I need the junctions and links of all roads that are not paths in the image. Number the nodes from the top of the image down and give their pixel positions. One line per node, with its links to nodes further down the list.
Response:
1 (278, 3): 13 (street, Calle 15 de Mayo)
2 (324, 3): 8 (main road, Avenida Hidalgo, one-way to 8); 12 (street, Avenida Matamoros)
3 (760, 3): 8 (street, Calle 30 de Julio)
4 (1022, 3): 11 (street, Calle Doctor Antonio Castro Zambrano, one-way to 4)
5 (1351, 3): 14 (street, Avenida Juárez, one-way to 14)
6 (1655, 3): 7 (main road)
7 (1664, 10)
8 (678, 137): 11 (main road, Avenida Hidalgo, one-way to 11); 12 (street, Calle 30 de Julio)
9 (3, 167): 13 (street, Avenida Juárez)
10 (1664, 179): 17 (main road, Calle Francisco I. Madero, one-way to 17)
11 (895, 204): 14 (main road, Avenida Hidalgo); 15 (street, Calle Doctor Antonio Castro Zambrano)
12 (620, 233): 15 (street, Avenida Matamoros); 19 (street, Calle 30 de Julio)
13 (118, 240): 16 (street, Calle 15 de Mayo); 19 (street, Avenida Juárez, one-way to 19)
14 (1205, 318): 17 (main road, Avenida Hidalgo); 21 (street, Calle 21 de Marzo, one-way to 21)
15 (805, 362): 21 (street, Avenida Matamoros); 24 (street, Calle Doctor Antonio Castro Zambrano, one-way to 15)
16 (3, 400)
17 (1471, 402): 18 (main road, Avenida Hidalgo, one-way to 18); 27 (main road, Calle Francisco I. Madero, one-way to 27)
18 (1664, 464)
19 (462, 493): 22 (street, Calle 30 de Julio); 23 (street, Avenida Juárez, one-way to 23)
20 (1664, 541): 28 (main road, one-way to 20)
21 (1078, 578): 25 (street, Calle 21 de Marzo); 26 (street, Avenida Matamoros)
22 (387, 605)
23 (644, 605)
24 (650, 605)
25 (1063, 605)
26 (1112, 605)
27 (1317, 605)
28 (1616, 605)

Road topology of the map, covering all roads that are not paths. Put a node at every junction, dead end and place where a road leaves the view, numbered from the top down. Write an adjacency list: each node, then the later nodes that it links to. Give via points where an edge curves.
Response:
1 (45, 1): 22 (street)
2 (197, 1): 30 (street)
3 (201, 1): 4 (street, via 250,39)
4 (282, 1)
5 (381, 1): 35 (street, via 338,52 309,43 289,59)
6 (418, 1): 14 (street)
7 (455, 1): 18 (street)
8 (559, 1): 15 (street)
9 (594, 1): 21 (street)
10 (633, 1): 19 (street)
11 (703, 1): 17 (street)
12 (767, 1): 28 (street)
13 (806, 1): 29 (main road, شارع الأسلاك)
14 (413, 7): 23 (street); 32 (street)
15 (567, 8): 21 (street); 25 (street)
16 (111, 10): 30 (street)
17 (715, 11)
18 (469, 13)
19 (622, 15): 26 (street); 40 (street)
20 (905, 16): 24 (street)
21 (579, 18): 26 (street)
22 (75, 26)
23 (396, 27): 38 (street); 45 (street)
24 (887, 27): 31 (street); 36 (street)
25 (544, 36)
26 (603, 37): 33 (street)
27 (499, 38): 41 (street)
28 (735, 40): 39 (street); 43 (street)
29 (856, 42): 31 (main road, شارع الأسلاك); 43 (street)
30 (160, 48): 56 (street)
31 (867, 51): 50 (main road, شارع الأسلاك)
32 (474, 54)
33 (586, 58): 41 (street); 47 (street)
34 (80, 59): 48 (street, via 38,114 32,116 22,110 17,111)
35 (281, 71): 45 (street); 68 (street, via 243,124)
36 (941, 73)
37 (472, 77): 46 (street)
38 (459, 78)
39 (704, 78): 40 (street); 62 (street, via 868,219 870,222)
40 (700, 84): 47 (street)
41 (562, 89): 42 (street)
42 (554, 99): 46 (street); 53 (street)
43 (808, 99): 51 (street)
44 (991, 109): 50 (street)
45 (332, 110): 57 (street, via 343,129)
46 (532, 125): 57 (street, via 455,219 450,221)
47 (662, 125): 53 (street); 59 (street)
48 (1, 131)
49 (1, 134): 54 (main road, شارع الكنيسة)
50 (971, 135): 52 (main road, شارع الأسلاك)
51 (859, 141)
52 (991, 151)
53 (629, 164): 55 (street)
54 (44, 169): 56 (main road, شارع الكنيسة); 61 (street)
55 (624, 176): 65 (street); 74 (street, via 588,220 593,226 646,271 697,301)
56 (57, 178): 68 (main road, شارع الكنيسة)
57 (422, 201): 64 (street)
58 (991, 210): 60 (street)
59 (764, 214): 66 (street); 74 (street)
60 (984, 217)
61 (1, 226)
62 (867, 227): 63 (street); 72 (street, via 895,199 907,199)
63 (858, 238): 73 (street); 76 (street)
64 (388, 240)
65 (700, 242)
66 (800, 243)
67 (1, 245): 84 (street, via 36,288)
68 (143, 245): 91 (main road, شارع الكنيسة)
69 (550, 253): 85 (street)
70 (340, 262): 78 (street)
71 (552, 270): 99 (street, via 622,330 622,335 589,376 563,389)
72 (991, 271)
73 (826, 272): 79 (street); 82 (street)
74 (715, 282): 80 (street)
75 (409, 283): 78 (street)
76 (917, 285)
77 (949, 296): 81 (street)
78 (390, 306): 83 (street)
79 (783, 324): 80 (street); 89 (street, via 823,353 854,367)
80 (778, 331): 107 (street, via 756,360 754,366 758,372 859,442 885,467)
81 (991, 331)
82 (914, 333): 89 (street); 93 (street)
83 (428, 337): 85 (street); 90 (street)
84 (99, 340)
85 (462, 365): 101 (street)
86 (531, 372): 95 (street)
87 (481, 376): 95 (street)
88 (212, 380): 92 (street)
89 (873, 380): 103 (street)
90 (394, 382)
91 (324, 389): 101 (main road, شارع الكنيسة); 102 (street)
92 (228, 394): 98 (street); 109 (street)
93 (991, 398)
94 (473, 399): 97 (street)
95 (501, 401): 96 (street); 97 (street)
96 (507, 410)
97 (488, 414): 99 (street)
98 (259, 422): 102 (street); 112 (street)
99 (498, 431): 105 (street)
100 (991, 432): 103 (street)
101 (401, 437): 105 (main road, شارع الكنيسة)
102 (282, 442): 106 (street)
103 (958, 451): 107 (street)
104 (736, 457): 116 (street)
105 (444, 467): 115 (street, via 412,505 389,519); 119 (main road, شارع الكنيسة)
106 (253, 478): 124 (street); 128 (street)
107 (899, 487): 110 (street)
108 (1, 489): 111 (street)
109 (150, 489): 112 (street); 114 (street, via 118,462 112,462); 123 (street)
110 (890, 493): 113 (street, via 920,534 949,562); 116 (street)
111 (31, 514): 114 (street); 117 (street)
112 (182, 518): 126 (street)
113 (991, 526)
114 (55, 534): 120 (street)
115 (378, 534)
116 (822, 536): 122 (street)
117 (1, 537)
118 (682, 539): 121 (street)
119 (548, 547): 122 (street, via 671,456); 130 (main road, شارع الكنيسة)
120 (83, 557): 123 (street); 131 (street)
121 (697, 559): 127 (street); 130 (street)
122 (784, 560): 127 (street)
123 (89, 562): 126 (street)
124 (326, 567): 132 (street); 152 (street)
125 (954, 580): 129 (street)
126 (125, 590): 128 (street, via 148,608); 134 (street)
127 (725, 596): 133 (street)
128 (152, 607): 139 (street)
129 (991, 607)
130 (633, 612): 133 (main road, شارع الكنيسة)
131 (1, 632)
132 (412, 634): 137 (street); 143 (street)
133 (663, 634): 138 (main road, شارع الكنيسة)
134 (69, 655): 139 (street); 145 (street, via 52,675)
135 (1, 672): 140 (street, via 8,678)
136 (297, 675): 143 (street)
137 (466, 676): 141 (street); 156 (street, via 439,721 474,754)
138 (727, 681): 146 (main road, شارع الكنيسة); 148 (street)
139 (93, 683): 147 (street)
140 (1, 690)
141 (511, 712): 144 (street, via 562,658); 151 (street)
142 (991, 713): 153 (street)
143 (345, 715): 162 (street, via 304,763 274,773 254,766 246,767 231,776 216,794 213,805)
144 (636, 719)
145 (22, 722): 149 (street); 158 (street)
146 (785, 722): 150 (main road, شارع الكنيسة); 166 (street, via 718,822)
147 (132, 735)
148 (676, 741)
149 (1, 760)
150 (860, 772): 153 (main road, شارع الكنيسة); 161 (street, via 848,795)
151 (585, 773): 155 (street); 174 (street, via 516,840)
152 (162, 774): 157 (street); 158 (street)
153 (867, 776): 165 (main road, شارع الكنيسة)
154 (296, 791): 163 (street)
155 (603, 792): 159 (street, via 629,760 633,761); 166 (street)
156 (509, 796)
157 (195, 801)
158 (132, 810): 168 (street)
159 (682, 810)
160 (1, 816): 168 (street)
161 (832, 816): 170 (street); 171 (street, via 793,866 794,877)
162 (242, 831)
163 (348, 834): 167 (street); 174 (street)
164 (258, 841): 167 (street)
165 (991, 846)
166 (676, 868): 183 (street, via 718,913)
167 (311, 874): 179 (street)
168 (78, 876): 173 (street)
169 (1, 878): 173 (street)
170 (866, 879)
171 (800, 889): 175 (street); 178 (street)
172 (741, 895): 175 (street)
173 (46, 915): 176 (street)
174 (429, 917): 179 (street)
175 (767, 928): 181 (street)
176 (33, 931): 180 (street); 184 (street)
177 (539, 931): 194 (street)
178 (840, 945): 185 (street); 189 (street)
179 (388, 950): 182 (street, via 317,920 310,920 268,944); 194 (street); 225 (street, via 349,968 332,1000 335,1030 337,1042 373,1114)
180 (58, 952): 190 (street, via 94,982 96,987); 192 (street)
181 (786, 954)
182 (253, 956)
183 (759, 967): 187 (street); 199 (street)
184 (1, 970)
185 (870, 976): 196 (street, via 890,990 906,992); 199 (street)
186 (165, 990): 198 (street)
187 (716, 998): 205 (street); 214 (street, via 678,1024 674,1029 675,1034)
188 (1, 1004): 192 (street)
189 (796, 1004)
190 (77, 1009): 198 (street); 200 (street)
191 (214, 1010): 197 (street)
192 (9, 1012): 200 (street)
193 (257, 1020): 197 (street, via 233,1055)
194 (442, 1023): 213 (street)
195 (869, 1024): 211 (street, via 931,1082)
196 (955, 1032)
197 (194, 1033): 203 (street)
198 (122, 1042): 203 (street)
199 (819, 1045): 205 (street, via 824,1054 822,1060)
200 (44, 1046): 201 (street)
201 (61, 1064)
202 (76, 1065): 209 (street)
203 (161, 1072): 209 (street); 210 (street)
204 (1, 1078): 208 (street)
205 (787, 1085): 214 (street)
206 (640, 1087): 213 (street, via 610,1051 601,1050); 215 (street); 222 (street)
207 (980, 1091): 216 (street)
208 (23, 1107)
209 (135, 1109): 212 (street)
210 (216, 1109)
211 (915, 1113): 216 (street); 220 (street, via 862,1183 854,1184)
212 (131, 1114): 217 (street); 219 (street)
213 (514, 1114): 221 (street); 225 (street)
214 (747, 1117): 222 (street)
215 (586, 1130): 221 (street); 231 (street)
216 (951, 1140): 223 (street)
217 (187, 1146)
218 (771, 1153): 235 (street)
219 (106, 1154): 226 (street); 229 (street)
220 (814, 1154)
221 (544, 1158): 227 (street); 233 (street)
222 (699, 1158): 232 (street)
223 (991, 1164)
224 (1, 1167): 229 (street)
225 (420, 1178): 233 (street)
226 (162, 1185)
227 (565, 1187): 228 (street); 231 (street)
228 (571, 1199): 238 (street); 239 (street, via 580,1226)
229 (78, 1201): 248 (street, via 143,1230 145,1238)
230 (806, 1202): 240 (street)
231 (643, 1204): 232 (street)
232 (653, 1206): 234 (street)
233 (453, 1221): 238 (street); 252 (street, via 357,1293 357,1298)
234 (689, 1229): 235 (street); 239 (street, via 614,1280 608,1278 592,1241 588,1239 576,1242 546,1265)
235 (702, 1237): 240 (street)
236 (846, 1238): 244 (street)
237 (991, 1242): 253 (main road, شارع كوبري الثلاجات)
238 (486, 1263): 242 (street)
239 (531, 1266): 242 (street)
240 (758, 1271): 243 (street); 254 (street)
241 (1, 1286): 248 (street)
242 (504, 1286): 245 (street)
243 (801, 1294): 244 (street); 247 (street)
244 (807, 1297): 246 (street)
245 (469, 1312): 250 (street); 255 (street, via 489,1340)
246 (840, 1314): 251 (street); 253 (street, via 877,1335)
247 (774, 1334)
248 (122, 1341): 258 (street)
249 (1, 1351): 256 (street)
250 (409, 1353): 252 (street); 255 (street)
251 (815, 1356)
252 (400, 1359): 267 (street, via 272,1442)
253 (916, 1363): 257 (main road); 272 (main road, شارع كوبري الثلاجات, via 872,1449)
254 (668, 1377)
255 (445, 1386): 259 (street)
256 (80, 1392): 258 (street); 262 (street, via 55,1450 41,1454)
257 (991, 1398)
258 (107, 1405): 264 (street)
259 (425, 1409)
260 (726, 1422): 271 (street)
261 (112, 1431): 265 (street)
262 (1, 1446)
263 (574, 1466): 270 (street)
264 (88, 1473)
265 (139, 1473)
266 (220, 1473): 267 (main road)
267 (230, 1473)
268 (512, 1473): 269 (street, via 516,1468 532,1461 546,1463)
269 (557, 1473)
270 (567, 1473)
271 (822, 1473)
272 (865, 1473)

========================================

* _Instructions for the task_: The answer should be all lines from the entries above that hold the word "Mayo".

* _Solution to the exercise_:
1 (278, 3): 13 (street, Calle 15 de Mayo)
13 (118, 240): 16 (street, Calle 15 de Mayo); 19 (street, Avenida Juárez, one-way to 19)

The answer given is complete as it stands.